When the sun rays pass through a small opening in a foliage at the top of a high tree, they produce an elliptical spot on the ground. The major and minor axes of the ellipses are a=12cm and b=10cm, respectively. What is the height of the tree H ? The angular dimensions of the sun's disk are β=1/108 radian.

To determine the height of the tree based on the elliptical spot created by sunlight passing through a small opening in the foliage, we can use some geometry and trigonometry. The key here is to relate the dimensions of the ellipse to the height of the tree and the angular size of the sun's disk.

Understanding the Geometry of the Situation

When sunlight passes through a small opening, it creates an elliptical projection on the ground. The major axis (a) and minor axis (b) of the ellipse are given as 12 cm and 10 cm, respectively. The angular size of the sun's disk is provided as β = 1/108 radians. We can use these details to find the height of the tree (H).

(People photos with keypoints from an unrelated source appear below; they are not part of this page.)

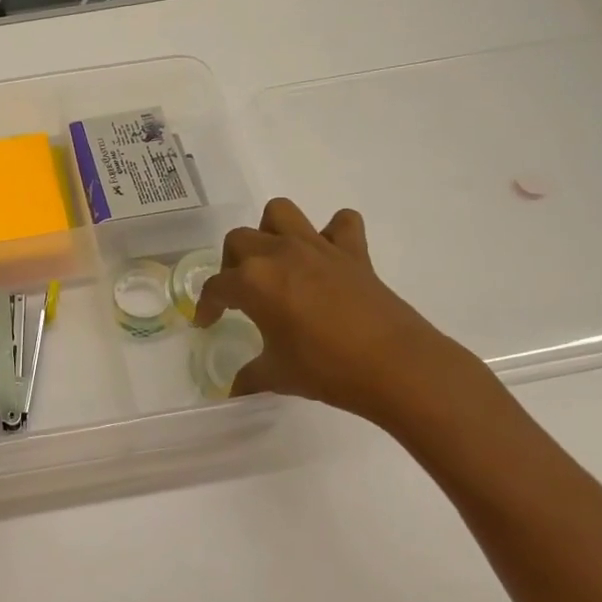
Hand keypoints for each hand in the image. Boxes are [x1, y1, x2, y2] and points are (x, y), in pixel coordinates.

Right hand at [193, 199, 485, 430]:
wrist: (395, 366)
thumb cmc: (326, 369)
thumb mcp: (278, 376)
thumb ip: (250, 376)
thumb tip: (234, 389)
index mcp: (253, 282)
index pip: (216, 287)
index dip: (207, 305)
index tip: (207, 322)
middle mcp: (278, 254)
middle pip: (239, 240)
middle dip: (231, 264)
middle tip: (241, 294)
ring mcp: (317, 247)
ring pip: (280, 213)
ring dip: (271, 231)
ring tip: (276, 261)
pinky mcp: (352, 252)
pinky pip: (341, 223)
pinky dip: (332, 232)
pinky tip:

Relating the Ellipse to the Sun's Angular Size

The angular size of the sun affects how the light spreads out as it travels from the opening to the ground. The relationship between the height of the tree, the axes of the ellipse, and the angular size can be expressed using the following relationships:

• The major axis (a) corresponds to the width of the sunlight spread at the ground level.
• The minor axis (b) corresponds to the height of the sunlight spread at the ground level.

Given that the major axis is 12 cm, we can relate this to the height of the tree using the formula:

Calculating the Height of the Tree

Using the tangent function, we can express the height of the tree (H) in terms of the major axis (a) and the angular size of the sun (β):

From trigonometry, we know:

tan(β) = (a/2) / H

Substituting the values:

tan(1/108) = (12 cm / 2) / H

tan(1/108) = 6 cm / H

Now, we can solve for H:

H = 6 cm / tan(1/108)

Calculating the Tangent Value

Using a calculator or a trigonometric table, we find:

tan(1/108) ≈ 0.0092 (approximately)

Now substituting this value back into the equation for H:

H = 6 cm / 0.0092 ≈ 652.17 cm

Final Result

Thus, the height of the tree is approximately 652.17 cm, or about 6.52 meters. This calculation shows how the geometry of light and the angular size of the sun can be used to determine heights in nature. Understanding these relationships is crucial in fields like physics, astronomy, and even architecture.